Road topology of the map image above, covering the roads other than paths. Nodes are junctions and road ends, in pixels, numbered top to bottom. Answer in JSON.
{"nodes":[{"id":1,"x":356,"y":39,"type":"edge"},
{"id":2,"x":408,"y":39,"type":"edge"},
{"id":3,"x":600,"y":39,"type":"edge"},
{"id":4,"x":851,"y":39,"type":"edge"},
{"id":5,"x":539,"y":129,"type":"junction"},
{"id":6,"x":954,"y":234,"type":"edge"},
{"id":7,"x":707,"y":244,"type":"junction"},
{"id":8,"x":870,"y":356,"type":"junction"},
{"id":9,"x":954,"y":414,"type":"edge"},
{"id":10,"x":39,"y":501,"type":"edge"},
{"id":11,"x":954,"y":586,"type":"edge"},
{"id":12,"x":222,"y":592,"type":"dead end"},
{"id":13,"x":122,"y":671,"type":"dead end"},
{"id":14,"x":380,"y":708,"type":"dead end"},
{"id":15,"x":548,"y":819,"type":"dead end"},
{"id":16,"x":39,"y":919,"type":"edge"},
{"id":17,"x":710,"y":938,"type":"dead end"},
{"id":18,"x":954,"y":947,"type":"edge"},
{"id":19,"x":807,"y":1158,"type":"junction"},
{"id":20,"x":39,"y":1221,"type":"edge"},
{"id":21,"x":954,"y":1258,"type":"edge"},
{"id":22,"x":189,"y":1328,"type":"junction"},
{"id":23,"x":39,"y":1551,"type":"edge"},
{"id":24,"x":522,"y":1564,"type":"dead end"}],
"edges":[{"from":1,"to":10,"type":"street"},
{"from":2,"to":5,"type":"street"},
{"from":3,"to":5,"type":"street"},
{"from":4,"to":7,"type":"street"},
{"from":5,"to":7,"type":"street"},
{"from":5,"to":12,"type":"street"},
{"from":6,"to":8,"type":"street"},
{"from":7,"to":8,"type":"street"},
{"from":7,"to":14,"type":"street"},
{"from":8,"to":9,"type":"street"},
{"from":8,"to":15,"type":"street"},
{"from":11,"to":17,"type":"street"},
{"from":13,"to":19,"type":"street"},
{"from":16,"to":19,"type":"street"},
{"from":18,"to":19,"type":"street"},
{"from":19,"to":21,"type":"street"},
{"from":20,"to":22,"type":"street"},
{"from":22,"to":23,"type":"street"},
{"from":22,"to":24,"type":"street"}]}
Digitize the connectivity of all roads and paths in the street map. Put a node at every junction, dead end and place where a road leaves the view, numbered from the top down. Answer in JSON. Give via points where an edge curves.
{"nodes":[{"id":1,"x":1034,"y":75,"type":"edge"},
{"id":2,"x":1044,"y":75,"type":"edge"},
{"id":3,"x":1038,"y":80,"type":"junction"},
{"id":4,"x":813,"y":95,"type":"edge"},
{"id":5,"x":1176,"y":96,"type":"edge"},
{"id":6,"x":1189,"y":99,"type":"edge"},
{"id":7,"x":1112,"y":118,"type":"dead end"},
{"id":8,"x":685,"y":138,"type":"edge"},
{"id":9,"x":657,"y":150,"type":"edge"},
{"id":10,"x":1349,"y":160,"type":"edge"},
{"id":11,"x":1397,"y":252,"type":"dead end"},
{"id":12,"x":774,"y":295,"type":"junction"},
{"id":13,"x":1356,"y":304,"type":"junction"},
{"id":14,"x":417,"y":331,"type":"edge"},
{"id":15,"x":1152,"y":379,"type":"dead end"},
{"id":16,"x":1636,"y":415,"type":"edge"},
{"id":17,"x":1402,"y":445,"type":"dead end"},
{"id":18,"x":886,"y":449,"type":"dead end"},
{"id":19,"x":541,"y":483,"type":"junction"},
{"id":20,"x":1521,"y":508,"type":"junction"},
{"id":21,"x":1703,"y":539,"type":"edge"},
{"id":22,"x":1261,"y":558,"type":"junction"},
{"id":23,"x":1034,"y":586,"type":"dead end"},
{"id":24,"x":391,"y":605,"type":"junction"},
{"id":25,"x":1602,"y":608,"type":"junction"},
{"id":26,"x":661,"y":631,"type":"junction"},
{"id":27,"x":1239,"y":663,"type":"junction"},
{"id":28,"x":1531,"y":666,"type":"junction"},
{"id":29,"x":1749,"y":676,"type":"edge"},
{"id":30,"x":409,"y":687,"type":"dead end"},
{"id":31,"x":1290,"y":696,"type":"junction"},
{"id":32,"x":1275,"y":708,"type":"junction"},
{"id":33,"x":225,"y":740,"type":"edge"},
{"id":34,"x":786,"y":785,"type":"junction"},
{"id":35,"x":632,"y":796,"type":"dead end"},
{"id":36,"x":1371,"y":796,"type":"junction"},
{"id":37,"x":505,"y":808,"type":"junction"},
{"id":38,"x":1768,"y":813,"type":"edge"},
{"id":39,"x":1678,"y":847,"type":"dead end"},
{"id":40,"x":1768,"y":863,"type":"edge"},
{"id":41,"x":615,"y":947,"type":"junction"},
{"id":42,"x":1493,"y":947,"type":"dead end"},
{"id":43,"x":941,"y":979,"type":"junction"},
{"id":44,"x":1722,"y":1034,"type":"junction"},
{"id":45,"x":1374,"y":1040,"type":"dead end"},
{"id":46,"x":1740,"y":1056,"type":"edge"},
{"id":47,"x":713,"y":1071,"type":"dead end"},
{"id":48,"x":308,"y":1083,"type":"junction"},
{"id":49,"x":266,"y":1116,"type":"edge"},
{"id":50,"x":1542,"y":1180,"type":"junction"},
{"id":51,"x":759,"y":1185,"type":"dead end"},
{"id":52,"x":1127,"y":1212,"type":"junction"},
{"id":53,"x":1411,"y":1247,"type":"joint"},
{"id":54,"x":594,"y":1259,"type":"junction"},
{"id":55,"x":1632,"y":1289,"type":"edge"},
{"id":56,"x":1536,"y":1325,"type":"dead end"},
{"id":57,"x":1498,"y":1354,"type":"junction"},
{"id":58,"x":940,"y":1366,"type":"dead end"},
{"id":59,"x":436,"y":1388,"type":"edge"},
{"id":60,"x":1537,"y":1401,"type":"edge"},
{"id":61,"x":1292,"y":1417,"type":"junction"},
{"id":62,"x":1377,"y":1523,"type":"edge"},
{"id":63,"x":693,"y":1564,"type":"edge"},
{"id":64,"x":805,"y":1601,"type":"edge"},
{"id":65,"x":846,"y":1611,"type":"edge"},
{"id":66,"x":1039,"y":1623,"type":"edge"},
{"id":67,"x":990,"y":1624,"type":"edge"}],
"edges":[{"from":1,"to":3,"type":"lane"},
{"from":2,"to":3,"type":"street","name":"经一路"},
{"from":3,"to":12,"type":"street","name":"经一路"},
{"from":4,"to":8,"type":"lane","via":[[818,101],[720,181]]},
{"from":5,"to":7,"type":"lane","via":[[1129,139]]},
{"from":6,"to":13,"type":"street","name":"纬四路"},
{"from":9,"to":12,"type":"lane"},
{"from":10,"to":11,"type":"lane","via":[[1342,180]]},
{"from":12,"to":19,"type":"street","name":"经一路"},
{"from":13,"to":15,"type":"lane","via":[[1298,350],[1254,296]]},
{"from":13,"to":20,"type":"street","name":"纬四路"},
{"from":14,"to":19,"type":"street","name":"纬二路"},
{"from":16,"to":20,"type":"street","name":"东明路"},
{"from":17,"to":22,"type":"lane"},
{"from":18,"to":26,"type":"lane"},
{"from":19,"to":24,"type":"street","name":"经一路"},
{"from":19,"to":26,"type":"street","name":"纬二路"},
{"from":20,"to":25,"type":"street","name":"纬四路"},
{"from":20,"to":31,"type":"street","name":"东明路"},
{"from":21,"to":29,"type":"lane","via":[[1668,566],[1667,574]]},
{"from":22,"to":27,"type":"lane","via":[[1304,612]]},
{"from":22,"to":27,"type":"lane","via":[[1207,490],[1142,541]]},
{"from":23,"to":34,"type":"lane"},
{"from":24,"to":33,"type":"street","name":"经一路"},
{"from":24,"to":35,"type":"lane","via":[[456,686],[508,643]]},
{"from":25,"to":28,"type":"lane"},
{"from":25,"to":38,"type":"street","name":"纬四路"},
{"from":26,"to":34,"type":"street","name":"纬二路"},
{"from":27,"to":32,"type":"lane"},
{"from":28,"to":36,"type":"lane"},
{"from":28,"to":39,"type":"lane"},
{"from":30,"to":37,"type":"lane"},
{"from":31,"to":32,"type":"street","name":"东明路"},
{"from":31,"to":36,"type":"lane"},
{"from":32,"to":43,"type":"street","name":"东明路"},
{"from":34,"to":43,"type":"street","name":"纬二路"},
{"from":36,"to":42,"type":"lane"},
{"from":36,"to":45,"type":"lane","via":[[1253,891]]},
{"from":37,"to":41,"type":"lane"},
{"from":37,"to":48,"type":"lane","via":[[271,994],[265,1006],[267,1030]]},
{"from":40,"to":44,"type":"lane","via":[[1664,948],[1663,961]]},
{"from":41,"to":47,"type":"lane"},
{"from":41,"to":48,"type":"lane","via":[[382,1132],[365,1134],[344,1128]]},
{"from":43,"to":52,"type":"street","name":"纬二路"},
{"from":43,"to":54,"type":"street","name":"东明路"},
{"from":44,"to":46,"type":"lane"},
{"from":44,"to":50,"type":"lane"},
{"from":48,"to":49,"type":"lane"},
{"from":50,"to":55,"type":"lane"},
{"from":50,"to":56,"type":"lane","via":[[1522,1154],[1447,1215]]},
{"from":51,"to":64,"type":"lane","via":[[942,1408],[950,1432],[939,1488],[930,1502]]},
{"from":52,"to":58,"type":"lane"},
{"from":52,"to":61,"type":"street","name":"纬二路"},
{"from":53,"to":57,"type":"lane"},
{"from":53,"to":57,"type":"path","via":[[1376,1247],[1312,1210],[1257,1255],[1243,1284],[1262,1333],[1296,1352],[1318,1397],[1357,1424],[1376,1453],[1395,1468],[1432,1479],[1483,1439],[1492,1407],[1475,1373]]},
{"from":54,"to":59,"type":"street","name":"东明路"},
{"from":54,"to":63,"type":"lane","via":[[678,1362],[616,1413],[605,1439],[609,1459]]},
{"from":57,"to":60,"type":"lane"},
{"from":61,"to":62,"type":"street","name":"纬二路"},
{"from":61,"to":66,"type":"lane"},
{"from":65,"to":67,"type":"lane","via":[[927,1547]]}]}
━━━━━━━━━━
▶ **Work order**:
Of the records above, copy each line that includes "edges".

▶ **Output**:
"edges":[{"from":1,"to":10,"type":"street"},
"edges":[{"from":1,"to":3,"type":"lane"},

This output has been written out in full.